Five minutes before the downlink began on April 25, more than 250 students at the BioTECH @ Richmond Heights High School watched a live screen of NASA astronauts Ricky Arnold and Drew Feustel playfully float aboard the ISS.
Audio communication was not yet established, and the botany students sat anxiously, waiting for their chance to ask questions about growing plants in space and what life was like for those modern explorers.
The anticipation grew as Fairchild director Carl Lewis spoke into the microphone.
"Station this is Fairchild Tropical Botanical Garden, how do you hear me?"
He repeated the line three times without success.
As in the movies, when all hopes were lost, the voice of astronaut Ricky Arnold echoed through the room.
"We hear Coral Gables loud and clear."
The students raised their arms and cheered as the scene felt like a mission control as the rover Curiosity landed successfully on Mars.
BioTECH students have partnered with Fairchild's "Growing Beyond Earth" program, a partnership with NASA that helps students select food crops that could be suitable for growth aboard a spacecraft. A dream for many of these students is to see a plant they have helped develop to support the future of space travel.
Some of their research is already used by NASA.
"Our school is studying food crops to support research at the ISS," said Kaira Mccalister, an 11th grade veterinarian who would like to work with plants to ease overpopulation. "How do scientists on the ground help you to do science on the ISS?"
"Food research is very important to us," answered astronaut Arnold. "Our experiments are being developed by local scientists, including professionals, students and middle and high school students."
For Kaira it was a dream come true to talk to a real astronaut, even if she does not see herself one day.
"It was amazing, I never thought I could talk to one," she said. "I was shaking, I tried not to show it."
The downlink lasted only 20 minutes, but this precious time is something these students will always remember.

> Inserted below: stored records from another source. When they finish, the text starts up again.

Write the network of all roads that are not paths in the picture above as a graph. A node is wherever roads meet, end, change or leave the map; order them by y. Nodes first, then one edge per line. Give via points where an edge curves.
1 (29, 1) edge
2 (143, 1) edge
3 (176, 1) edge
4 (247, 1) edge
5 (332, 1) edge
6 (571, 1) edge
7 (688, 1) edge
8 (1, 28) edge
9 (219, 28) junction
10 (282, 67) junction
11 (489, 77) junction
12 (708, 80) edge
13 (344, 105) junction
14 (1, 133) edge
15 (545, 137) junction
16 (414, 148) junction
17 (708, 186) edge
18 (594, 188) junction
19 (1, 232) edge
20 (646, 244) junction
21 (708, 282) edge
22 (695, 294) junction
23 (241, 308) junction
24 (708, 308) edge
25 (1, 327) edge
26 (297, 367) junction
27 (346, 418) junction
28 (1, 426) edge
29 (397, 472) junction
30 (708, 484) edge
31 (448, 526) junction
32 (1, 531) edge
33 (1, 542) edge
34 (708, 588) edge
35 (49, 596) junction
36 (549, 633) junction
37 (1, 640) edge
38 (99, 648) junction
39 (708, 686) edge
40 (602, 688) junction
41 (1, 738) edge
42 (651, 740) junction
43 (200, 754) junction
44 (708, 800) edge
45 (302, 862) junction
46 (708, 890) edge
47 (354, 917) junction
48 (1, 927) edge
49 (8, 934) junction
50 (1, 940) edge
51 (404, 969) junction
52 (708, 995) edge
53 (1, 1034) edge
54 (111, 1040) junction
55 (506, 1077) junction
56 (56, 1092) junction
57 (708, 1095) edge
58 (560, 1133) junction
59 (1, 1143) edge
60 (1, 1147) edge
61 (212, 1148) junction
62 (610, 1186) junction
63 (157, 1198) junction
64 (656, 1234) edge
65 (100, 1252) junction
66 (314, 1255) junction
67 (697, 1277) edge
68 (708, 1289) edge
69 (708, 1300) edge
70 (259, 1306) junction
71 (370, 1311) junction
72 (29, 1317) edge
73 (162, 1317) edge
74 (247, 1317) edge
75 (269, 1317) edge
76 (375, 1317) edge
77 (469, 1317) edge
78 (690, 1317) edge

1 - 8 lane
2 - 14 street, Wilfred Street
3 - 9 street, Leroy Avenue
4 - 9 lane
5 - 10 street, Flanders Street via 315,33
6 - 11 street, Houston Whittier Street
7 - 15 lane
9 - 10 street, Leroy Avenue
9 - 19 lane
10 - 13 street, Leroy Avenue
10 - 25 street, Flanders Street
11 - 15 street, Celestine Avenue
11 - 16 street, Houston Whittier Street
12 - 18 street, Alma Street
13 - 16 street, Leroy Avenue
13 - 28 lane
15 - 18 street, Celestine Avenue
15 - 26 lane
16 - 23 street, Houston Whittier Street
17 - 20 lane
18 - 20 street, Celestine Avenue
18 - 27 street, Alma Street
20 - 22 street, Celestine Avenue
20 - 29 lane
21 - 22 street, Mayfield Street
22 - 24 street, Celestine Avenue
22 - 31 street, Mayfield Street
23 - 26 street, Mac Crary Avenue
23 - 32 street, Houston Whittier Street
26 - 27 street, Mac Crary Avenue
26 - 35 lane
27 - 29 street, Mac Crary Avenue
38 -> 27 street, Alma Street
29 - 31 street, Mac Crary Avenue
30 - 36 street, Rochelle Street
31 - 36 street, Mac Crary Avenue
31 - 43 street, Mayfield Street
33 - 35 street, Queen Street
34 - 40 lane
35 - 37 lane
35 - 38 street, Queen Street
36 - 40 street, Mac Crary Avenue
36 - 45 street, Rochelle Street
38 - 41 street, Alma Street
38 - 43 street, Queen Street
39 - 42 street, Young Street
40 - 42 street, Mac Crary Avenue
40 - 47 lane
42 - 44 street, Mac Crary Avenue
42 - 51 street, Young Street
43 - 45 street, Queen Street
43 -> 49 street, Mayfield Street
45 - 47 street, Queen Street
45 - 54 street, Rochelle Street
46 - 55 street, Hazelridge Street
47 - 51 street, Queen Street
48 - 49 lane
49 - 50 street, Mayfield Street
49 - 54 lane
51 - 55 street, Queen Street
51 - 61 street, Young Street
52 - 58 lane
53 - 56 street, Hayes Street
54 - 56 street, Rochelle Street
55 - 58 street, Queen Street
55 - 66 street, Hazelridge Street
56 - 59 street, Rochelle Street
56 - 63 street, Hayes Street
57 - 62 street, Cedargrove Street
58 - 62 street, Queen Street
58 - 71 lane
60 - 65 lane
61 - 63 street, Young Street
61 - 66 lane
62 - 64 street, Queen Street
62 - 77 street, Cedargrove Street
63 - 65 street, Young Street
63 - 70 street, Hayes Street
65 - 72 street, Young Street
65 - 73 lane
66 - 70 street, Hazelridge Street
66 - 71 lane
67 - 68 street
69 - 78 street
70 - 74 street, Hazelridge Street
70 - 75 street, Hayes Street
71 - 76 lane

The astronauts even had time to joke with the students. Both Arnold and Feustel behaved like children and turned their microphone in weightlessness for the pleasure of the crowd. Asked which food plant he would grow in the International Space Station, Arnold laughed, exclaiming if he needed to pick a plant. Later he said that he was looking forward to fresh fruit the most.
Asked about the biggest challenge facing him, Feustel gave some inspiring advice to high school students who lack confidence in their grades or feel lost when it comes to what they expect from their future.
"I would say one of the challenges I overcame was my grades in high school," Feustel said. "I was struggling and it was hard to stay focused, I went to high school to get to the community college, got my grades, and finally got my Ph.D., but my biggest challenge was getting me through high school and trying to do better
11th year Matthew Herrick said he took Feustel's words to heart.
Matthew wants to be an astronaut and could not wait to open the door for the downlink – something he says does not happen during a normal school day.
As someone who struggles with his grades, Matthew said he sometimes feels intimidated considering all the achievements of the astronauts. Knowing that Feustel was having trouble at school also makes him feel that nothing is impossible.
"It felt good that someone in high school was not as good as me," Matthew said. "They have the same experiences and desires and if only I push that over, it's only good to know that they are just like me."